La gestion intensive des sols laisse l'Europe sans puits de carbone

Une étude internationale associant des chercheurs du Laboratoire des sciences du climat et de l'environnement (CEA, CNRS et Université Versailles Saint-Quentin-en-Yvelines) montre que le pourcentage des émissions anthropiques de CO2 stocké par les prairies et les forêts européennes est compensé par les sources d'autres gaz à effet de serre issues de la gestion des sols et des pratiques agricoles. La diminution de ces dernières apparaît donc comme une priorité dans la lutte contre le réchauffement climatique. Ces résultats ont été publiés en ligne par la revue Nature Geoscience le 22 novembre 2009.

Près de la moitié des émissions de gaz carbonique (CO2) résultant de l'activité humaine s'accumule dans l'atmosphère et contribue ainsi au réchauffement climatique. Le reste est stocké dans les océans et les écosystèmes terrestres tels que les forêts ou les prairies. "Les écosystèmes terrestres et aquatiques nous offrent ainsi un rabais de 50% sur le réchauffement climatique et leur gestion constitue l'un des principaux outils pour atténuer l'évolution du climat", explique Philippe Ciais, directeur adjoint du LSCE. "Cependant, l'inventaire détaillé des puits et sources des trois principaux gaz à effet de serre (CO2, méthane et oxyde nitreux) révèle que, pour le continent européen, ce rabais n'est peut-être pas aussi important que cela".

Haut : Flux total de CO2 en Europe.
Bas : Somme de toutes les sources et puits de gaz à effet de serre en Europe (CO2, CH4 et N2O) rapportée en équivalent CO2. © LSCE.
En effet, une étude réalisée par une équipe internationale, comprenant plusieurs chercheurs du LSCE, fournit le premier bilan des flux de gaz à effet de serre échangés entre l'atmosphère et le continent européen. Cette équipe a été capable d'améliorer des bilans précédents en produisant deux estimations indépendantes. La première est basée sur des mesures directes des flux de gaz à effet de serre à l'échelle de parcelles, qui sont ensuite combinées à des modèles de fonctionnement de la biosphère. La seconde, qualifiée d'approche inverse, consiste à déduire les emplacements de puits et de sources de carbone des différences entre les concentrations mesurées en des points distincts du globe. Ce nouvel inventaire confirme l'existence d'un important puits de carbone dans les forêts et prairies européennes capable de compenser environ 15% des émissions associées à la combustion d'énergies fossiles.
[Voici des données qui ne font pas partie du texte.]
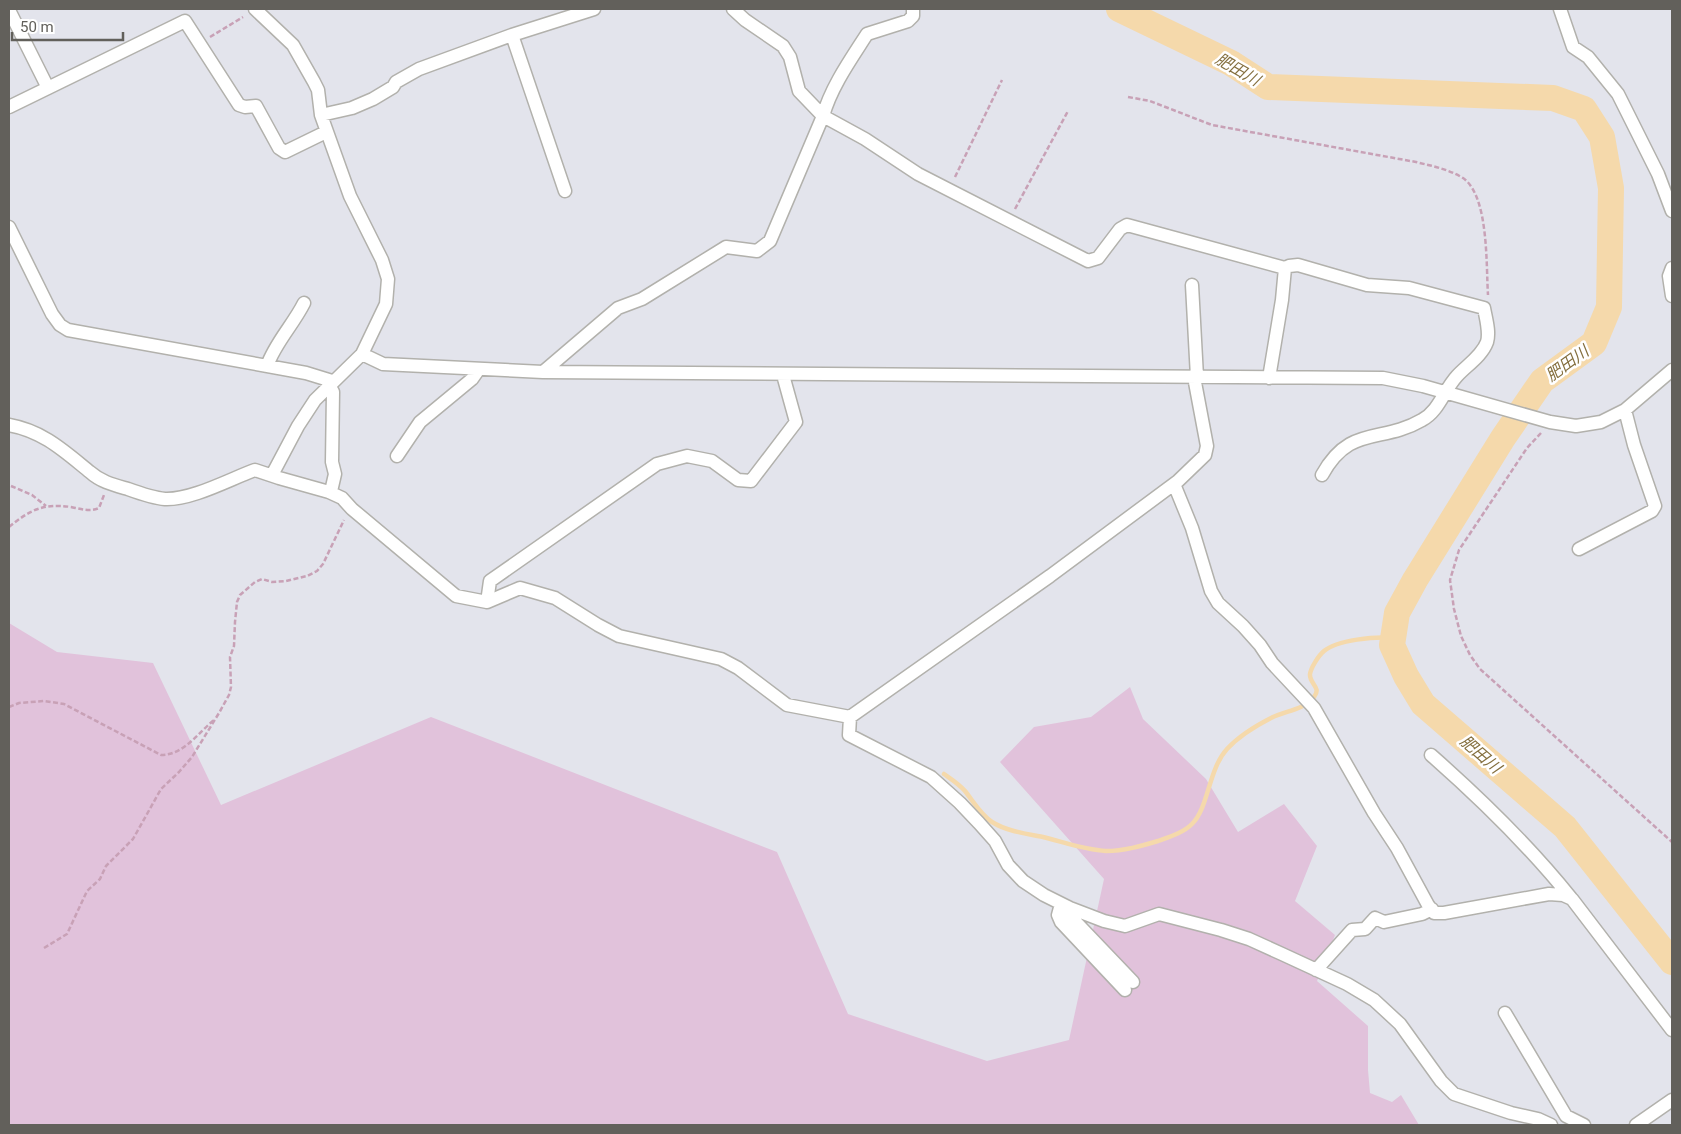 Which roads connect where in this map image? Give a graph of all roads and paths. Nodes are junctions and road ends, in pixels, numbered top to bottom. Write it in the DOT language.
graph roads {
  1 [pos="256,9"];
  2 [pos="594,9"];
  3 [pos="733,9"];
  4 [pos="1560,9"];
  5 [pos="9,10"];
  6 [pos="913,12"];
  7 [pos="512,34"];
  8 [pos="200,43"];
  9 [pos="1002,80"];
  10 [pos="48,88"];
  11 [pos="1128,96"];
  12 [pos="9,107"];
  13 [pos="1068,111"];
  14 [pos="321,115"];
  15 [pos="823,116"];
  16 [pos="326,132"];
  17 [pos="949,190"];
  18 [pos="565,191"];
  19 [pos="1672,211"];
  20 [pos="1009,221"];
  21 [pos="9,227"];
  22 [pos="1284,268"];
  23 [pos="1672,268"];
  24 [pos="1192,285"];
  25 [pos="1672,296"];
  26 [pos="304,303"];
  27 [pos="1484,308"];
  28 [pos="362,354"];
  29 [pos="267,366"];
  30 [pos="478,369"];
  31 [pos="1672,370"];
  32 [pos="543,372"];
  33 [pos="783,375"];
  34 [pos="1195,377"];
  35 [pos="1270,378"];
  36 [pos="330,383"];
  37 [pos="1444,392"];
  38 [pos="1625,410"];
  39 [pos="1545,420"];
  40 [pos="9,425"];
  41 [pos="397,456"];
  42 [pos="272,475"];
  43 [pos="1322,475"];
  44 [pos="1178,481"];
  45 [pos="108,484"];
  46 [pos="11,486"];
  47 [pos="329,492"];
  48 [pos="46,506"];
  49 [pos="352,509"];
  50 [pos="9,526"];
  51 [pos="1579,549"];
  52 [pos="487,602"];
  53 [pos="9,707"];
  54 [pos="218,716"];
  55 [pos="850,717"];
  56 [pos="1431,755"];
  57 [pos="1672,842"];
  58 [pos="1572,899"];
  59 [pos="1065,905"];
  60 [pos="1432,909"];
  61 [pos="44,948"];
  62 [pos="1316,970"];
  63 [pos="1129,986"];
  64 [pos="1505,1013"];
  65 [pos="1672,1030"];
  66 [pos="1672,1100"];
  67 [pos="1551,1125"];
  68 [pos="1584,1125"];
  69 [pos="1636,1125"];
  1 -- 8 [label="path"];
  1 -- 14 [label="street"];
  2 -- 7 [label="street"];
  3 -- 15 [label="street"];
  4 -- 19 [label="street"];
  5 -- 10 [label="street"];
  6 -- 15 [label="street"];
  7 -- 14 [label="street"];
  7 -- 18 [label="street"];
  8 -- 10 [label="street"];
  8 -- 16 [label="street"];
  9 -- 17 [label="path"];
  10 -- 12 [label="street"];
  11 -- 27 [label="path"];
  13 -- 20 [label="path"];
  14 -- 16 [label="street"];
  15 -- 17 [label="street"];
  15 -- 32 [label="street"];
  16 -- 28 [label="street"];
  17 -- 20 [label="street"];
  20 -- 22 [label="street"];
  21 -- 29 [label="street"];
  22 -- 27 [label="street"];
  22 -- 35 [label="street"];
  23 -- 25 [label="street"];
  24 -- 34 [label="street"];
  26 -- 29 [label="street"];
  27 -- 37 [label="street"];
  28 -- 30 [label="street"];
  28 -- 36 [label="street"];
  29 -- 36 [label="street"];
  30 -- 32 [label="street"];
  30 -- 41 [label="street"];
  31 -- 38 [label="street"];
  32 -- 33 [label="street"];
  33 -- 34 [label="street"];
  33 -- 52 [label="street"];
  34 -- 35 [label="street"];
  34 -- 44 [label="street"];
  35 -- 37 [label="street"];
  36 -- 42 [label="street"];
  36 -- 47 [label="street"];
  37 -- 39 [label="street"];
  37 -- 43 [label="street"];
  38 -- 39 [label="street"];
  38 -- 51 [label="street"];
  39 -- 57 [label="path"];
  40 -- 45 [label="street"];
  42 -- 45 [label="street"];
  42 -- 47 [label="street"];
  44 -- 55 [label="street"];
  44 -- 60 [label="street"];
  45 -- 48 [label="path"];
  46 -- 48 [label="path"];
  47 -- 49 [label="street"];
  48 -- 50 [label="path"];
  49 -- 52 [label="street"];
  49 -- 54 [label="path"];
  52 -- 55 [label="street"];
  53 -- 54 [label="path"];
  54 -- 61 [label="path"];
  55 -- 59 [label="street"];
  56 -- 58 [label="street"];
  58 -- 60 [label="street"];
  58 -- 65 [label="street"];
  59 -- 62 [label="street"];
  59 -- 63 [label="street"];
  60 -- 62 [label="street"];
  62 -- 67 [label="street"];
  64 -- 68 [label="street"];
  66 -- 69 [label="street"];
}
"Cependant, l'ensemble des écosystèmes européens étant géré, ils émettent de l'oxyde nitreux via la fertilisation des prairies et des cultures ainsi que du méthane provenant des tourbières ou de la fermentation entérique des ruminants", poursuit Philippe Ciais.
L'inventaire réalisé révèle que les émissions de méthane et d'oxyde nitreux compensent presque entièrement le puits biosphérique de CO2, laissant aux écosystèmes terrestres d'Europe la capacité d'absorber seulement l'équivalent de 2% des émissions domestiques, industrielles et dues au transport.

"Nos recherches suggèrent que la réduction des émissions de méthane et d'oxyde nitreux liées à la gestion des terres doit être une priorité si l'on veut que les écosystèmes terrestres d'Europe contribuent davantage à atténuer le réchauffement climatique", conclut Philippe Ciais.